The owners of the greenhouse assured that this would not happen again, and henceforth they would be heating exclusively with coal. But, a few days later, residents of Yunusabad again began to breathe a pungent smell of burning … the systematic poisoning of people continues to this day…”.

In their appeal, residents of the Yunusabad district of Tashkent and the Tutzor mahalla of the Tashkent region call on the local authorities to conduct a survey of all greenhouse farms located in the Tashkent district of the Tashkent region and impose a ban on the operation of greenhouses  that systematically poison the air, as well as hold guilty officials of greenhouses polluting the air.

Obviously, the problem of uninterrupted gas supply to the greenhouse sector  in Uzbekistan is still not resolved. The most high-tech branch of agriculture in the country, which one could be proud of, is forced to survive as best it can. Meanwhile, the greenhouse business in neighboring Turkmenistan gets natural gas at an incredibly low price without interruption, which allows it to develop rapidly. In just a few years, Turkmenistan almost caught up with Uzbekistan in terms of supplies of greenhouse tomatoes to Russia, the main export position of Uzbek vegetable growing.

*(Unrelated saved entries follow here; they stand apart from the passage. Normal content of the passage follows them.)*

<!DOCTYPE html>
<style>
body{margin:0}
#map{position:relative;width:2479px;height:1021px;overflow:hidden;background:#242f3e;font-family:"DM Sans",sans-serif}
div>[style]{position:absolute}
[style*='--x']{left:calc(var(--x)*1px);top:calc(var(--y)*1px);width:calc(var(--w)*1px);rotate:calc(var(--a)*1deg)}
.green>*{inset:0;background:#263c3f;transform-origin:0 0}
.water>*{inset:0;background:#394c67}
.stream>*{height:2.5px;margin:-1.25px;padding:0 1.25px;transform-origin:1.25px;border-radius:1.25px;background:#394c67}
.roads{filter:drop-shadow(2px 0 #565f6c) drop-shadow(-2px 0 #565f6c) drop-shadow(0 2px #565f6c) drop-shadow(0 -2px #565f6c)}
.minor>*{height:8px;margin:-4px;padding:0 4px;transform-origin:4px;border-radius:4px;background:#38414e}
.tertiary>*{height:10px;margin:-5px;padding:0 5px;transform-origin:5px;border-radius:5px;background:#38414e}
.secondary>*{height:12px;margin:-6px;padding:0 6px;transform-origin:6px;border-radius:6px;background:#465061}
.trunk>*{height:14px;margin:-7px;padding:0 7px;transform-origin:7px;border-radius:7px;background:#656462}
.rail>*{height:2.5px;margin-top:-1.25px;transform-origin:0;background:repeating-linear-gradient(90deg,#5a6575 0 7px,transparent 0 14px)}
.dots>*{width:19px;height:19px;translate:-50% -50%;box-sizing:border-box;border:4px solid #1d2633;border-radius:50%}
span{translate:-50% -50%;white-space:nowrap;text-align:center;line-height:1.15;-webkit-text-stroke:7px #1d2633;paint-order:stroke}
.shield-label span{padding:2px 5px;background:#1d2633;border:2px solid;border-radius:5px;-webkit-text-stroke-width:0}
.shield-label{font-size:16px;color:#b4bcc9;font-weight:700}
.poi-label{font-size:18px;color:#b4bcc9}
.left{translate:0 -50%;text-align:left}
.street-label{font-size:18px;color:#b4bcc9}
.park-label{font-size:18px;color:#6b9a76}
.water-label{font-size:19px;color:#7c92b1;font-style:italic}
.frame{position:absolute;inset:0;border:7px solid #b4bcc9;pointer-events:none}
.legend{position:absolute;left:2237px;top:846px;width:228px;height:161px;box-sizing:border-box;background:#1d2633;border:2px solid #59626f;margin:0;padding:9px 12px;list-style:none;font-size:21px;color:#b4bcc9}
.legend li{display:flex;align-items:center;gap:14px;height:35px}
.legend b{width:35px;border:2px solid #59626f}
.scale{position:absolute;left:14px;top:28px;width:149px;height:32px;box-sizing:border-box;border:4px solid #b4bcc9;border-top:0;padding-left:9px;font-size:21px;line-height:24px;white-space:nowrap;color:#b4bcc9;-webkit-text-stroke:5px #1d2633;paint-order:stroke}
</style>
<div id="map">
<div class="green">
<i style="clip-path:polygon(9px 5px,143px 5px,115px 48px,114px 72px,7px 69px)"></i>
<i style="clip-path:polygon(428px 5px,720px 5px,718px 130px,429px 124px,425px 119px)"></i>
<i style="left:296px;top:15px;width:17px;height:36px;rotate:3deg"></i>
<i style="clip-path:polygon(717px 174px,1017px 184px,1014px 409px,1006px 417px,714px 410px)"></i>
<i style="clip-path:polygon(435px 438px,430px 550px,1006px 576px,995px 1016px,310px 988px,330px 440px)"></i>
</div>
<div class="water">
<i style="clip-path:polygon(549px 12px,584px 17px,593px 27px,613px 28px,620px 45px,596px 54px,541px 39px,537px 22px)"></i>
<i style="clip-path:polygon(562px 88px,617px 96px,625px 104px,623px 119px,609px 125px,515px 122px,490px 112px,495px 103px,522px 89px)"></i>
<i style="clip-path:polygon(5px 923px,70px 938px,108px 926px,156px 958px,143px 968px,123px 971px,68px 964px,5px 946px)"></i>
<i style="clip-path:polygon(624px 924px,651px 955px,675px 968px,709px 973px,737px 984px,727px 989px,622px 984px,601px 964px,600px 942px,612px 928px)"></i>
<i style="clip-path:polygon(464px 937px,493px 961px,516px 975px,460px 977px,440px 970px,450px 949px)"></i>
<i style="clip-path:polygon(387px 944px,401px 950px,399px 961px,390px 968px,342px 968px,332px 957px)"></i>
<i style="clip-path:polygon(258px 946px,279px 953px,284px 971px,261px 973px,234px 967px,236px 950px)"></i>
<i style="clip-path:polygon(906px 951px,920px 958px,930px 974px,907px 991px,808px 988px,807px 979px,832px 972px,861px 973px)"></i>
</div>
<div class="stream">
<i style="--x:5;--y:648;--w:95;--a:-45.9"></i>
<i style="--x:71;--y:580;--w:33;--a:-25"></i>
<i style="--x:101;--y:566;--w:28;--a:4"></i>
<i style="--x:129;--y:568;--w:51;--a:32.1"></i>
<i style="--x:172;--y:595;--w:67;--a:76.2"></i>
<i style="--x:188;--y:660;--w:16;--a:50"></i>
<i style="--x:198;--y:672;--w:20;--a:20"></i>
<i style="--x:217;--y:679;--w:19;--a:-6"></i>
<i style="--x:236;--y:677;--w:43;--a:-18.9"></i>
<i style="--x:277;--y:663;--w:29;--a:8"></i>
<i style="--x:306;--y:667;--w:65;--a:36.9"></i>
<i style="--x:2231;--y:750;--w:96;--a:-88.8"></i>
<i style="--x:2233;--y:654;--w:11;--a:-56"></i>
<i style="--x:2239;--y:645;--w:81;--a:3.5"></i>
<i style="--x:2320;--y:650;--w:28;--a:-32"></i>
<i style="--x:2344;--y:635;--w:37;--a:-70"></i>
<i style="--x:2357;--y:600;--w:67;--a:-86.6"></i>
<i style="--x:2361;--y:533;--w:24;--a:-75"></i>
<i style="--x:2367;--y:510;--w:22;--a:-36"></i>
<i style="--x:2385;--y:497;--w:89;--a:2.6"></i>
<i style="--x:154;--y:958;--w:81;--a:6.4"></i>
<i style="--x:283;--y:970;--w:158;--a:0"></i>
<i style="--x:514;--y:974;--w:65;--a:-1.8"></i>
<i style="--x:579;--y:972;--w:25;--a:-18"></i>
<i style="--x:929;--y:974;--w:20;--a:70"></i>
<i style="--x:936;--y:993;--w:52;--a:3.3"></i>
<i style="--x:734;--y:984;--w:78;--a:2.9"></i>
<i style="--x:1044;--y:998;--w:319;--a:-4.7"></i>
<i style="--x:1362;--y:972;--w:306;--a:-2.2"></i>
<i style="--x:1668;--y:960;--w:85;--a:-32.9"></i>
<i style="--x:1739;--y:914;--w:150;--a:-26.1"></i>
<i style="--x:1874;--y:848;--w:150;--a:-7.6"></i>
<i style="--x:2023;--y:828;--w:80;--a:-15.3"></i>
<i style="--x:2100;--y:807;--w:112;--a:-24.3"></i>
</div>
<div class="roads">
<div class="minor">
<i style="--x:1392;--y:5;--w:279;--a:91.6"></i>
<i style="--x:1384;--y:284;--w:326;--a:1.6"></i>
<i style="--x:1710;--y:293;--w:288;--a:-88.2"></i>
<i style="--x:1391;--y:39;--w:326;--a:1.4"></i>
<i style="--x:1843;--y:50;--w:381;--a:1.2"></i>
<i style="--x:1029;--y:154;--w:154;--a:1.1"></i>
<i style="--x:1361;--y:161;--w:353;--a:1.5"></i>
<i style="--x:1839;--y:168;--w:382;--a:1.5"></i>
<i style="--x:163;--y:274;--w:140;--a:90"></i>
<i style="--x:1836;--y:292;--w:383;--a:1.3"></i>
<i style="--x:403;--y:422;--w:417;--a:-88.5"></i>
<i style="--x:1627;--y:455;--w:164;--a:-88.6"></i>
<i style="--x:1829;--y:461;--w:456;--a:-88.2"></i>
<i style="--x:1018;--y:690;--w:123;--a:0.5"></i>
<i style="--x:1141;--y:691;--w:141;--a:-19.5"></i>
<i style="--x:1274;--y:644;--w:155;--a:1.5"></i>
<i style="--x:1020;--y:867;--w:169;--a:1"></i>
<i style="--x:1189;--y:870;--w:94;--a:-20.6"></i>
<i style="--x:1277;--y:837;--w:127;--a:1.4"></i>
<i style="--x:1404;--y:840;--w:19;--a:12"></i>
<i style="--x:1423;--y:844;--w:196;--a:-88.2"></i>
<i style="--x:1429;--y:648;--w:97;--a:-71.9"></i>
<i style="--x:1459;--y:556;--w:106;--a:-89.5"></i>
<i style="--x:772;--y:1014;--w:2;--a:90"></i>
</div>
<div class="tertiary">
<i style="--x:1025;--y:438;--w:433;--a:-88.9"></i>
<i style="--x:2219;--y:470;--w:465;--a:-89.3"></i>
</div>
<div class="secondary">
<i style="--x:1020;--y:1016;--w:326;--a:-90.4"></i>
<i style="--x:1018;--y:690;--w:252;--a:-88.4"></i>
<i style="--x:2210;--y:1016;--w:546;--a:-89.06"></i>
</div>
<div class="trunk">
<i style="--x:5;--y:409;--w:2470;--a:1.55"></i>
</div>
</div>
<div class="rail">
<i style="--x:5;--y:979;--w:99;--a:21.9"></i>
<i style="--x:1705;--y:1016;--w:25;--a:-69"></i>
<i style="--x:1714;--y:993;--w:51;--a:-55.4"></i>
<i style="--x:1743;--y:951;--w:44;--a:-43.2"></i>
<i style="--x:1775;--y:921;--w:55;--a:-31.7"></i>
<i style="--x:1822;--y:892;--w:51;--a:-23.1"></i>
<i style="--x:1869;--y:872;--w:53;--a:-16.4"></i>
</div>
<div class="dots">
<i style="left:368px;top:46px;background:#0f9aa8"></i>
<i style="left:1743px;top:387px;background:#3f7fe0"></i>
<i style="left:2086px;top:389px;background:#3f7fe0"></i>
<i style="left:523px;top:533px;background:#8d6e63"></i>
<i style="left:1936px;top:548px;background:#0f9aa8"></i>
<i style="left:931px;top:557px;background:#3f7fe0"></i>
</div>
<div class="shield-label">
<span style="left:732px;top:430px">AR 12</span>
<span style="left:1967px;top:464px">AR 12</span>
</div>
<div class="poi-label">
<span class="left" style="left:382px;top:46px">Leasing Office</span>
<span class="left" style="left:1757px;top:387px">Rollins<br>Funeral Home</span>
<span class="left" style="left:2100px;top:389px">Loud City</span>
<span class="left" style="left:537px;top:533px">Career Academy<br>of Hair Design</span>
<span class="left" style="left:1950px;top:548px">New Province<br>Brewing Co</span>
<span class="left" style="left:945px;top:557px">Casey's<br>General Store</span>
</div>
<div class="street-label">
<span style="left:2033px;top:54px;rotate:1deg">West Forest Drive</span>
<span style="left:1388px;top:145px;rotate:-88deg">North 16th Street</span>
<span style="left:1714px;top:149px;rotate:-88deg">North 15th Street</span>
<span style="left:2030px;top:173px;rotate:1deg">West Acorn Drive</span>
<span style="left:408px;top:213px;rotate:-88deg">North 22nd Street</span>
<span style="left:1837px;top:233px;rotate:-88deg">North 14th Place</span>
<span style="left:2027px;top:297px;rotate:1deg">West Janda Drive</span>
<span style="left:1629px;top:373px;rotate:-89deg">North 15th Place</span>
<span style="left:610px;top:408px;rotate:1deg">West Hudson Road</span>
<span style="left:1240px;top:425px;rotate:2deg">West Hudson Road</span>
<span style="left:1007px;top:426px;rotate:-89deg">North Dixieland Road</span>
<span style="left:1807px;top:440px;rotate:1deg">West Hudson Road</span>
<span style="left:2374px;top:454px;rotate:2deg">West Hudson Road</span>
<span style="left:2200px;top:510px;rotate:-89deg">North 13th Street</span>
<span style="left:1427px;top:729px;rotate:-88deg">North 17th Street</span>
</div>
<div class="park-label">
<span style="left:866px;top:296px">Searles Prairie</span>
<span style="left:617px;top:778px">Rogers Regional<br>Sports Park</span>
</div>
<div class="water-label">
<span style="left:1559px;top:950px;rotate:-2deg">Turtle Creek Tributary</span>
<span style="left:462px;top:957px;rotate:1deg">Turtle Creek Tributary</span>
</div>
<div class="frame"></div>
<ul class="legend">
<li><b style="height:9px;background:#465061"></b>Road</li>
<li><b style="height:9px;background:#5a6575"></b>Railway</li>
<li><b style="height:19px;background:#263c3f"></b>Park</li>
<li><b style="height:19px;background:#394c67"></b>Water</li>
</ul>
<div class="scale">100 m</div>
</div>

According to our estimates, the volume of supplies of greenhouse vegetables from Turkmenistan to Russia in 2022 may exceed the volume of exports from Uzbekistan. Of course, it will happen unless the state makes a strategic decision on increasing the added value in the country and creating new jobs in high-tech segments of agriculture, without damage to the environment. Both the population and the promising and important industry, generating multimillion-dollar export earnings, are suffering now. Thus, in addition to direct economic losses from the slowdown in the development of the greenhouse industry and uncreated new jobs, Uzbekistan also incurs in additional costs for the health care system.